File 3: src/runner/modes/common_util/resolve/strip.rs (1,081 lines)

Priority: 🟠 HIGH - Stage-2 Namespace Evolution Needs This

Purpose: Collect using targets and strip using lines (no inlining)

Complexity: 3/5

  • Control flow branches: 120 (4 match, 116 if, 0 loop)
  • Functions: 11 functions, 0 impl blocks
  • Cognitive load: MEDIUM-HIGH

Activity Level: MEDIUM (stable, but will need changes for Stage-2 improvements)

Maintainability Issues:

  • Single 800+ line function collect_using_and_strip()
  • Mixed concerns:
    • Path resolution (file vs package vs alias)
    • Duplicate detection
    • Profile policy enforcement (prod vs dev)
    • Error message generation
  • 116 if statements: deeply nested conditionals
  • Error handling scattered: 15+ error paths with different messages
  • Hard to extend: Adding new using patterns requires navigating 800 lines

Refactoring Plan: "Using Resolution → 3 Modules"

Strategy:

  1. Target Resolution Module (using_target_resolver.rs) - 300 lines

    • Path vs alias vs package detection
    • Canonicalization logic
    • Quote stripping
  2. Policy Enforcement Module (using_policy.rs) - 200 lines

    • Prod vs dev mode checks
    • Package-internal vs top-level rules
    • Duplicate detection (paths + aliases)
  3. Error Message Generator (using_errors.rs) - 150 lines

    • Centralized error messages
    • Hint generation
    • Line number tracking
  4. Main Orchestrator (keep in strip.rs) - 400 lines

    • High-level using collection
    • Delegates to resolver + policy + errors
    • Line stripping logic

Effort: 6-8 hours

  • Target resolution extraction: 2h
  • Policy enforcement separation: 2h
  • Error message consolidation: 1h
  • Orchestrator refactoring: 2h
  • Tests: 1h

Impact:

  • Easier to add new using patterns (Stage-2)
  • Clearer policy enforcement
  • Better error messages
  • Unit testable components

File 4: src/mir/join_ir/lowering/generic_case_a.rs (1,056 lines)

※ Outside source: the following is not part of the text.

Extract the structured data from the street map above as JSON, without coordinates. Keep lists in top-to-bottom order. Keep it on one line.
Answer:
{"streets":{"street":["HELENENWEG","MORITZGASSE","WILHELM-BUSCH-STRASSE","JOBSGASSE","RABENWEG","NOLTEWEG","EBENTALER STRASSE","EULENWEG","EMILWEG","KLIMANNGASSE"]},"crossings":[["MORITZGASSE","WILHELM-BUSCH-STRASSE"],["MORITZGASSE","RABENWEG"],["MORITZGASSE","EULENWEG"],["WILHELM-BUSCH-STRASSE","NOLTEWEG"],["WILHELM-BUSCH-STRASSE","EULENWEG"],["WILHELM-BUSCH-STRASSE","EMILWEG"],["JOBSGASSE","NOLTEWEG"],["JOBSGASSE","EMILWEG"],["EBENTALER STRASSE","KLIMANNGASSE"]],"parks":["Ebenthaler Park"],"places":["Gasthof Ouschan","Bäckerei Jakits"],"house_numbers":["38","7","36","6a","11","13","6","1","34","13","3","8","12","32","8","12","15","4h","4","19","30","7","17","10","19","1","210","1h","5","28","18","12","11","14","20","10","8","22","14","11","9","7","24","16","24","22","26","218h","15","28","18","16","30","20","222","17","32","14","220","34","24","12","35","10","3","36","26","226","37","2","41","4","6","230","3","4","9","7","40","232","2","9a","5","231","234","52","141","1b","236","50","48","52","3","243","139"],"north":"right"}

Priority: 🟡 MEDIUM-HIGH - Will Expand for Pattern 4/5

Purpose: Generic Case A LoopForm → JoinIR lowering (minimal_ssa_skip_ws専用)

Complexity: 3/5

  • Purpose-built for Pattern 1 (skip_ws)
  • Clean structure but will need extension for Pattern 4/5

Activity Level: HIGH (Phase 188 active development)

Maintainability Issues:

  • Already well-structured (Phase 192 EntryFunctionBuilder cleanup)
  • BUT: Pattern 4/5 will add 500-800+ lines to this file
  • Opportunity: Extract pattern-specific lowerers BEFORE adding Pattern 4/5

Refactoring Plan: "Pattern-Specific Lowerers → 4 Modules"

Strategy:

  1. Pattern 1 Lowerer (keep in generic_case_a.rs) - 400 lines

    • Current skip_ws logic
    • Phase 192 EntryFunctionBuilder
  2. Pattern 2 Lowerer (generic_case_b.rs) - NEW, 300 lines

    • While-with-break pattern
  3. Pattern 4 Lowerer (generic_case_d.rs) - NEW, 400 lines

    • Nested loop with accumulator
  4. Pattern 5 Lowerer (generic_case_e.rs) - NEW, 500 lines

    • Multi-carrier complex PHI
  5. Common Lowerer Utilities (lowerer_common.rs) - NEW, 200 lines

    • EntryFunctionBuilder (move from generic_case_a.rs)
    • ValueId range helpers
    • JoinModule construction helpers

Effort: 4-6 hours (before Pattern 4/5 implementation)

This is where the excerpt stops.